THE GOVERNMENT will improve its financial position by up to €2 billion under plans to assume the assets of pension funds in the semi-State sector.
The money will help keep the Government within Maastricht spending guidelines next year despite worsening tax revenues.
A Department of Finance spokesman confirmed yesterday the transfer of pension fund assets to the exchequer was "anticipated to affect the General Government Balance" - the measure of the State's finances that determines compliance with the EU Stability and Growth Pact.
Under a statutory instrument signed late in July, a number of institutions that have funded their own pension schemes to meet staff retirement costs were told the State intended to "assume the assets and liabilities of this scheme and meet future liabilities as they arise on a pay as you go basis". It is unclear how much these funds hold in assets but industry sources said it would amount to more than €2 billion.
The scale of the injection into exchequer finances will depend also on whether the Government moves against all non-commercial semi-States holding their own funded pension schemes and on whether it wins EU approval for its proposed accounting of the proceeds.
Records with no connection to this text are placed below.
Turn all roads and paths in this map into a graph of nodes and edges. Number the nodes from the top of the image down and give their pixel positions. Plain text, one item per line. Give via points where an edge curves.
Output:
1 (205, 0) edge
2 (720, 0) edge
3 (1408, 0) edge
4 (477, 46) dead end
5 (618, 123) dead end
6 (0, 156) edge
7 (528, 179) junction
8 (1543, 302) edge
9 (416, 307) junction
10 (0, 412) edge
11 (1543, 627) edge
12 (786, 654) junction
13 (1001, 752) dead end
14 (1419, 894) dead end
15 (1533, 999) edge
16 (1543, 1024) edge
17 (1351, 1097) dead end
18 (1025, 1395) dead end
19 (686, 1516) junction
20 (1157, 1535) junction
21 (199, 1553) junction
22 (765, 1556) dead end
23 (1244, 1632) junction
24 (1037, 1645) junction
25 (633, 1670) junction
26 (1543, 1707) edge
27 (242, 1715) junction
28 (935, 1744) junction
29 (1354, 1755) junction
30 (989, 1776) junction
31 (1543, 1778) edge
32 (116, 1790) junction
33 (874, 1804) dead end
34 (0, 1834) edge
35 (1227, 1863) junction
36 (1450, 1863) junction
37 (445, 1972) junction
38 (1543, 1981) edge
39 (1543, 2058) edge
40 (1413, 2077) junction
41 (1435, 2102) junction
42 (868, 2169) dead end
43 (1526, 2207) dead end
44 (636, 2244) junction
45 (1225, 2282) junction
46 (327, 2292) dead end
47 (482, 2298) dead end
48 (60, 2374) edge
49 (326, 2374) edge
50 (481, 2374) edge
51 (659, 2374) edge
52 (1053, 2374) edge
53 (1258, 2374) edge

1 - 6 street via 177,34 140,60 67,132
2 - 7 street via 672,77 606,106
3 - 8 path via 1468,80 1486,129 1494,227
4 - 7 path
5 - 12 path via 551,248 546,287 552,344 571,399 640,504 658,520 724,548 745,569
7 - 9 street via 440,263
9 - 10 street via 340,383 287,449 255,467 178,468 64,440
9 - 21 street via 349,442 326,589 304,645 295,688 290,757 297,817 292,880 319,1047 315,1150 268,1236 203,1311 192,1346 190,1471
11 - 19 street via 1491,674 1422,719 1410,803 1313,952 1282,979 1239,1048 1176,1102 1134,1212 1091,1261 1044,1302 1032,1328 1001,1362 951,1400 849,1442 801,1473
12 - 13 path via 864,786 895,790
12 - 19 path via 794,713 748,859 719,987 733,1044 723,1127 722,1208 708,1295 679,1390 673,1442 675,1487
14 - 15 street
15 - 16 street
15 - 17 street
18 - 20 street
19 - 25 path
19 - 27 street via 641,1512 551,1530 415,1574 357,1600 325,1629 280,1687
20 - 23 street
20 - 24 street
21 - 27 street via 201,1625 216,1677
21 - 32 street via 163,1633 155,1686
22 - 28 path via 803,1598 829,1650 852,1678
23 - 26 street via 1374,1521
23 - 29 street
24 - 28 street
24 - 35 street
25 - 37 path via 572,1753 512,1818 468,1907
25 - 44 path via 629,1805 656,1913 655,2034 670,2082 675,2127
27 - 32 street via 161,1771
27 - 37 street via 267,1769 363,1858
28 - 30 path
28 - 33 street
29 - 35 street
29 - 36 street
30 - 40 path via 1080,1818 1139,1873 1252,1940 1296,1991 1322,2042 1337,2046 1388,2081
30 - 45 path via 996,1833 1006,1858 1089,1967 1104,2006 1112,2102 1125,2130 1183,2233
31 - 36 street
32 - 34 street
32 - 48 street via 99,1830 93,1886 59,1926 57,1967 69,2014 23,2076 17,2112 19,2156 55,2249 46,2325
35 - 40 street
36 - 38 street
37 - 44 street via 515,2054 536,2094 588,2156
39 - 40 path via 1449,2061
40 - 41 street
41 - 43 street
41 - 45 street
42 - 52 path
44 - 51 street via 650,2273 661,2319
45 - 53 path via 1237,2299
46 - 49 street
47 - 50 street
The move must be sanctioned by Eurostat, the EU body that oversees the methodology of compilation for national statistics.
There were doubts in Opposition circles that the use of the plan to boost the Government's financial position would be approved. However, economist Pat McArdle said the sharp decline in the economy could see it passed if it was seen as a once-off or temporary measure.
The Government initiative has been presented as a matter of "housekeeping" but Fine Gael finance spokesman Richard Bruton last night labelled it a "phony transaction". "This is simply creative accounting and will not reform anything or make it work better," he said.
Mr McArdle yesterday questioned why "if these schemes are funded, is the Government interfering, and if the Government position is that it guarantees these pensions anyway, why are they funded by the institutions and their staff".
He said it would, if approved by Eurostat, allow the Government to spend an additional €2 billion next year while staying within the Maastricht guidelines. This would give the Government "significant elbow room" when framing the next budget, he said, with €2 billion amounting to 1 per cent of GDP.
"It looks like they are trying to find money in any kitty they can rattle," said Mr Bruton. Heads of a Bill facilitating the transfer of the pension fund assets will be presented to Government in the autumn.